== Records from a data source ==
============================================================

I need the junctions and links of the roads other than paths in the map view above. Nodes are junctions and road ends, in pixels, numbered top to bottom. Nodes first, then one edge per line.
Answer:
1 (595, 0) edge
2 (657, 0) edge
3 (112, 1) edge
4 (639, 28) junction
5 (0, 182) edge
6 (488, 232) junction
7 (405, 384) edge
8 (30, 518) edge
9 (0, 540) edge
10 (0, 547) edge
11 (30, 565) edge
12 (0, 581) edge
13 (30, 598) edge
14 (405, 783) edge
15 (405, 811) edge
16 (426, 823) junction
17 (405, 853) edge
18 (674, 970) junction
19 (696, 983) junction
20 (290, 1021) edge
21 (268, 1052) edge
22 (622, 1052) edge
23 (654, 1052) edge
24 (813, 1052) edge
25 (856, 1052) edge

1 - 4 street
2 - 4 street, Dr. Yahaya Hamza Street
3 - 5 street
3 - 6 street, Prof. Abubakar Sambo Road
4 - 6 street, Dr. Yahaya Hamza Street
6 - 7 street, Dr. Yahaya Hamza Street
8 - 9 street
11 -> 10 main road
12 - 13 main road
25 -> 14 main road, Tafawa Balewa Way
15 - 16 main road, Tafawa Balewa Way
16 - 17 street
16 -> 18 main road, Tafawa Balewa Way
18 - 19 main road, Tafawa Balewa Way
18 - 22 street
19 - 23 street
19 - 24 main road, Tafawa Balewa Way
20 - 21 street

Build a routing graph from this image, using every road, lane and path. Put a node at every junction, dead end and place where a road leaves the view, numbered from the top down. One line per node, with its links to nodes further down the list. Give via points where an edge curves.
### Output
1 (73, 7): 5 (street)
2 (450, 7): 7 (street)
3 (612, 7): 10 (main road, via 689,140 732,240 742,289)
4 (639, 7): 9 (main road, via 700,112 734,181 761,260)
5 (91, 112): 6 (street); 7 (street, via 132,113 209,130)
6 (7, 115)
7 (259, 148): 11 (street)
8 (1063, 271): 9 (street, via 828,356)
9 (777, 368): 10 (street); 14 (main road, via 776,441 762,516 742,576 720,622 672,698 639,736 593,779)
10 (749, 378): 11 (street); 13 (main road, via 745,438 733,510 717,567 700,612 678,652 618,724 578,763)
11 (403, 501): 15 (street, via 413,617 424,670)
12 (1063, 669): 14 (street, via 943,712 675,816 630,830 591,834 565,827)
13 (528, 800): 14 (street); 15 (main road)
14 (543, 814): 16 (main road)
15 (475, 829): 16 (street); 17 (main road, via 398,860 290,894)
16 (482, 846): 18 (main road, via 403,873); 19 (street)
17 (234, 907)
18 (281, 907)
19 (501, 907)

============================================================

== WORK REQUIRED ==
In the entries above, find the lines containing the word "view" and say how many there are, with no other words.

== RESULT ==
2